About a month ago, I started itching to write something- something big, something challenging, and something that I’d never done before. I wanted to write a novel.
I started brainstorming ideas, getting more and more frustrated each day as I failed to come up with a topic, plot, or even characters I wanted to write about. I knew I needed to write about something I could relate to- namely, being a teenager- but that was as far as I’d gotten.
Then, about a week ago, I had an idea. Maybe not the most profound idea, or the most beautiful, or the most realistic. But the words have poured out of me since, now up to 10,000 and counting, and I’m hooked. Writing is my fuel, not my job, and I love it with a passion.
I’m going to give you a little teaser, and I’m curious what you all think. I don’t know how many of you out there are writers, but if any of you are, tips and advice would be GREATLY appreciated. Let me know what you think!
Three hours after lunch, I stand next to the statue in jeans and a red plaid flannel over my white undershirt. Cassidy will walk through the doors any minute. I reach into my pocket and fish out a pack of gum, removing two pieces and folding them into my mouth. The mint hits my tongue hard and I salivate, chewing aggressively to cut the sting. I can barely stand to brush my teeth in the morning, I am so against mint. I chew the gum because Cassidy likes the taste, and for her I would chew it all day long.

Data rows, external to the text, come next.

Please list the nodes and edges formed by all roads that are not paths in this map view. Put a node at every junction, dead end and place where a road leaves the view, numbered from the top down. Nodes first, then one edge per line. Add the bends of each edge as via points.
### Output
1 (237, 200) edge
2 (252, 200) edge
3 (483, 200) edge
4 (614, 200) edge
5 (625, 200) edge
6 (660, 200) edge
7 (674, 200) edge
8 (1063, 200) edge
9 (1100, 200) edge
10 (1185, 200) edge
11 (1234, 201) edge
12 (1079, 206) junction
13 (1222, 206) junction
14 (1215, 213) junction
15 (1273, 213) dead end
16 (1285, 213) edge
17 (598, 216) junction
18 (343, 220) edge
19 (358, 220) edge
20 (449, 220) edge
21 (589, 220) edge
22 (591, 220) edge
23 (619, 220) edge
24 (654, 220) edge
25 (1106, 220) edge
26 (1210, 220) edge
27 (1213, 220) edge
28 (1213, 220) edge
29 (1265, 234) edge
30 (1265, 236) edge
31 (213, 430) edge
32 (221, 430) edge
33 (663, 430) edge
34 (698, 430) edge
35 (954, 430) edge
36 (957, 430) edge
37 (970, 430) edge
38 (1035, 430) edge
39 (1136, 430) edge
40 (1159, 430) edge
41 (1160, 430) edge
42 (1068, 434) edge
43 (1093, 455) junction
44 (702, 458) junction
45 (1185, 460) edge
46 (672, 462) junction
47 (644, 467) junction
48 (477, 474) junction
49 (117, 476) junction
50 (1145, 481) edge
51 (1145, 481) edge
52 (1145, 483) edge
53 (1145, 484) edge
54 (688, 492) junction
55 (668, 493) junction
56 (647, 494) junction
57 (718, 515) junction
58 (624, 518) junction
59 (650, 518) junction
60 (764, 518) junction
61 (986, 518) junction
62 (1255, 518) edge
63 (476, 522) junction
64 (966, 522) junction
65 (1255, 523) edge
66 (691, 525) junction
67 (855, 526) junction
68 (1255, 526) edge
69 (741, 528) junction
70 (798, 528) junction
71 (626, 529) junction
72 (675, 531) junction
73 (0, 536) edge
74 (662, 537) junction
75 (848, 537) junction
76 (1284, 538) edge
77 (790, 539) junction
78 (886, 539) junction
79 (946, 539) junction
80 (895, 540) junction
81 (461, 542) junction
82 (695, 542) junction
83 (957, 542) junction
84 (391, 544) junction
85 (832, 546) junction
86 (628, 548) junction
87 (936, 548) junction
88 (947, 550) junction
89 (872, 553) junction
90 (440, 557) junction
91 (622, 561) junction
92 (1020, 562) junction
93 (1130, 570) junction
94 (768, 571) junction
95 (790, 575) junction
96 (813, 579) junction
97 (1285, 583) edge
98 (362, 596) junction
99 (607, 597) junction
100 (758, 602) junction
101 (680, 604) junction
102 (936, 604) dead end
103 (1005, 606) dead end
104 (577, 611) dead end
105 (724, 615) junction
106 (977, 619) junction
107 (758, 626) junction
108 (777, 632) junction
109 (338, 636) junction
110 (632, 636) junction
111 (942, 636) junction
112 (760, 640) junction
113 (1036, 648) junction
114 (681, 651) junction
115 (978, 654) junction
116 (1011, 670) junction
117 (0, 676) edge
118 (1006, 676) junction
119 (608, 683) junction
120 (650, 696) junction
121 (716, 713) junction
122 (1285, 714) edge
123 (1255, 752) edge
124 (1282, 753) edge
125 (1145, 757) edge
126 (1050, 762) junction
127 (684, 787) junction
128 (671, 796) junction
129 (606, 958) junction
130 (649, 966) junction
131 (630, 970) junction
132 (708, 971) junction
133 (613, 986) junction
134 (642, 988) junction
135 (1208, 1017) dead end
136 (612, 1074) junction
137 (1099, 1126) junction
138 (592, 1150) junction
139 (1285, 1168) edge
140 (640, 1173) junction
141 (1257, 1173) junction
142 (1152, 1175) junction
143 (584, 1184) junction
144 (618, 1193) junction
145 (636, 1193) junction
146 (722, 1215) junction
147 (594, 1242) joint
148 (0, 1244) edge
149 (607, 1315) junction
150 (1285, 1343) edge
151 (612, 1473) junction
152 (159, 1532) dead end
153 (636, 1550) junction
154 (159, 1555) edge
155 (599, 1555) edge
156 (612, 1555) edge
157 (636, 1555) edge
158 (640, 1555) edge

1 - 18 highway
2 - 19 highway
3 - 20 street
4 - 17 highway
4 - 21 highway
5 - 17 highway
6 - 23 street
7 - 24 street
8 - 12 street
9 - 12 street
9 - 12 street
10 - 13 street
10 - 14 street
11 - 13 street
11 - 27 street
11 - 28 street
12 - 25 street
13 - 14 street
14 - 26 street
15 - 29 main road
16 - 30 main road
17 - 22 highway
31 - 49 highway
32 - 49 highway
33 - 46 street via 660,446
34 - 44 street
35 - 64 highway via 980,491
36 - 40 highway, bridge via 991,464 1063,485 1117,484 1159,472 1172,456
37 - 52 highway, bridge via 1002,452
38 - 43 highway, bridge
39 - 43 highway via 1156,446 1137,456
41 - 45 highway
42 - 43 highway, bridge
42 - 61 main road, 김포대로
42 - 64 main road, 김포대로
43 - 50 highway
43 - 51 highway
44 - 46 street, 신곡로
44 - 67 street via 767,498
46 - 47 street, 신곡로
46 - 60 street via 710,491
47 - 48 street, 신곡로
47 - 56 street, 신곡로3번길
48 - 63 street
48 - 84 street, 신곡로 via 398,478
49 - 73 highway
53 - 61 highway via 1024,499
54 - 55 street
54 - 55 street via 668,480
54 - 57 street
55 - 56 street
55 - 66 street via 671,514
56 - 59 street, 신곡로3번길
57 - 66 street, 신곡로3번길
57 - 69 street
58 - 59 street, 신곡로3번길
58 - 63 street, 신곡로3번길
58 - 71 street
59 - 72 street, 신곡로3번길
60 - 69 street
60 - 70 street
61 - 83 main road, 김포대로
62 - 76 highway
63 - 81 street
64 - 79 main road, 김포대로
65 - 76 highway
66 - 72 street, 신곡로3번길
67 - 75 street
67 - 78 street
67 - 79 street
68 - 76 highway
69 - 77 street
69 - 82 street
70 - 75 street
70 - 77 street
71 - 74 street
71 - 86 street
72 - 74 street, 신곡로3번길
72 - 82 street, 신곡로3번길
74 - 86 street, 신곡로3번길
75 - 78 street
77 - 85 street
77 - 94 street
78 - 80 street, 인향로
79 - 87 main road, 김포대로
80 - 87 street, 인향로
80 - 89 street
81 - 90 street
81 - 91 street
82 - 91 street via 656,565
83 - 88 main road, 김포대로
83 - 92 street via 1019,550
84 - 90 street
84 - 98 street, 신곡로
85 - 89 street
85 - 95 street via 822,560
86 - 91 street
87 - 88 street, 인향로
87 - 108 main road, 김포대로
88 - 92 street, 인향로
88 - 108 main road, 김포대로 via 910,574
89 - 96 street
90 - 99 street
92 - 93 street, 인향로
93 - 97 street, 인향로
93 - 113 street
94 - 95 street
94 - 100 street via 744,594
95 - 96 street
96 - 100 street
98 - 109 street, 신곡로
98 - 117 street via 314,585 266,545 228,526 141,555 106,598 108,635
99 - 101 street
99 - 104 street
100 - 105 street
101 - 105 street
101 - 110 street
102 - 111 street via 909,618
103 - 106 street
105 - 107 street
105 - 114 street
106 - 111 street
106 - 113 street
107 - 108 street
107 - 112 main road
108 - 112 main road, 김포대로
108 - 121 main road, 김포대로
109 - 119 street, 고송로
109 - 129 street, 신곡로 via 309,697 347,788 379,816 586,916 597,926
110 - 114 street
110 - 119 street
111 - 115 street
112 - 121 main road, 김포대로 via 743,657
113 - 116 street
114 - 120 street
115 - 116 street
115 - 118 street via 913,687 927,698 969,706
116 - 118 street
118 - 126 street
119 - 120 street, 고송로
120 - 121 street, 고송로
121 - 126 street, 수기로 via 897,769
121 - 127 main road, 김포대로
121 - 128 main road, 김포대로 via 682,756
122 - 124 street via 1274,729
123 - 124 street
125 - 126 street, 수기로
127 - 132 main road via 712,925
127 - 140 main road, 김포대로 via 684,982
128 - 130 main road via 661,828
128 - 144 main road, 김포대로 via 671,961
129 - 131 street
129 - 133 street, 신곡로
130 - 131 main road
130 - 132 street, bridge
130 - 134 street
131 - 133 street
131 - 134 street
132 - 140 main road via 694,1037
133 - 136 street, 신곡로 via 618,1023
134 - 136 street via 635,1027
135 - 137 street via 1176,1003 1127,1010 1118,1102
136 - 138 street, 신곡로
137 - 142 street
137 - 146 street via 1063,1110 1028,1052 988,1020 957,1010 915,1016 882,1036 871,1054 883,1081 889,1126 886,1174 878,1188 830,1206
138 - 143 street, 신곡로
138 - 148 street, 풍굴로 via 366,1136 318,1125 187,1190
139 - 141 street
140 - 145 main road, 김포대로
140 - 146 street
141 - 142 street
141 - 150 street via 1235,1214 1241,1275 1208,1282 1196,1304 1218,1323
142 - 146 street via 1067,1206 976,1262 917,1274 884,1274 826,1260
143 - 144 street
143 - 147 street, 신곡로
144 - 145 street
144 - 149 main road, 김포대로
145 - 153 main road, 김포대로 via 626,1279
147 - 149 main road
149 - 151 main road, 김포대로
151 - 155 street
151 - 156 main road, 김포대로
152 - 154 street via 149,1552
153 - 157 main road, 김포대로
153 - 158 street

She emerges from the building in a maroon sleeved dress with a lacy neckline and her black boots. Her hair is braided down her head, the end hanging over her left shoulder. Her lips match her dress perfectly, and a gold necklace hangs around her neck elegantly.
“You look beautiful,” I croon, and she thanks me. We walk to the car and she settles softly into the passenger seat, arranging her dress beneath her. We are off.
I take her to the ice cream shop near the pier like promised. The shop is on the end of a strip mall with a red and white awning and a picture of a blue cartoon cow painted on the window. The shop is small and cozy, with red fifties-style booths and a jukebox collecting dust in the corner. Big mason jars of rainbow sprinkles, cookie crumbs, chocolate shavings, M&Ms, and toffee bits sit on top of the glass counter. The wall behind the ice cream coolers is covered in a long chalkboard, listing the prices of milkshakes and sundaes and various frozen dairy creations.
“What can I get for you two?” a girl emerges from the back room and opens the ice cream freezer. She is young, in her early twenties, with dark, frizzy brown hair and dark eyes. She pulls an ice cream scooper from a bucket of warm water and shakes it dry.
“Chocolate with rainbow sprinkles, please,” Cassidy decides after scanning her options through the glass container.
“I’ll just have vanilla, no toppings,” I add as the girl hands Cassidy her cone.
I pay and we head out to walk the beach. She takes off her boots and socks and leaves them on the sidewalk and we head south towards the dunes. The sun is still high above us, offering little in the way of warmth. A breeze blows in from over the lake, fresh and cool. Dune grass covers the dry sand, the thin blades rustling together at every gust. Cassidy walks ahead of me towards the shore line, her feet and ankles sinking into the sand. I run to catch up with her, picking up my feet awkwardly to avoid falling in the sand, and I wrap my arm around her back, both of us happily licking our ice cream cones.
“I’m sorry I’ve been so stressed out lately,” she begins, looking at the sand. “School’s been overwhelming and my parents want me to start and internship and all this stuff, and this is my first break since school started.”
“Don’t apologize, Cass. I understand. You have a lot going on, and I just like spending time with you when you’re free.”
“Thank you Henry. You’re the best, you really are,” the soles of our feet are submerged in gentle, frigid waves now. The breeze picks up and Cassidy shivers. I take off my flannel and wrap it around her, helping her put her arms through the holes. I am only in my white t-shirt now, but I don’t care. She cuddles up inside of it and stops suddenly, her ice cream nearly gone.
“I feel much better now. I’ve been kind of sad lately. Not depressed or anything, but it’s been hard to get through the day. But now I’m alright.”
“I’m glad. I want you to be okay, and I want you to tell me when you aren’t, alright? You know I’m always here for you,” she looks out to the lake, her eyes focused on a point far off on the horizon.
“I know. It means so much to me,” she pauses and smiles, lighting up again. I realize how much I’ve missed her in the last month. I pull her towards me and kiss her hard, my lips closing around her bottom one. She kisses back passionately and wraps her arms around my neck. We kiss several times, gentler and slower with each until my lips barely brush hers and she pulls away and laughs. “Anyway, I don’t want to be a buzzkill today. Today is our day of happiness together, and the rest of the world can go screw themselves.”
“Oh, I forgot to tell you, my parents will be gone tonight. We’ve got the house to ourselves,” and I’m smiling too as we turn back towards the car, our feet caked in dry sand as we head up the beach.
There you have it. Thanks for reading, all of you. It means the world to me.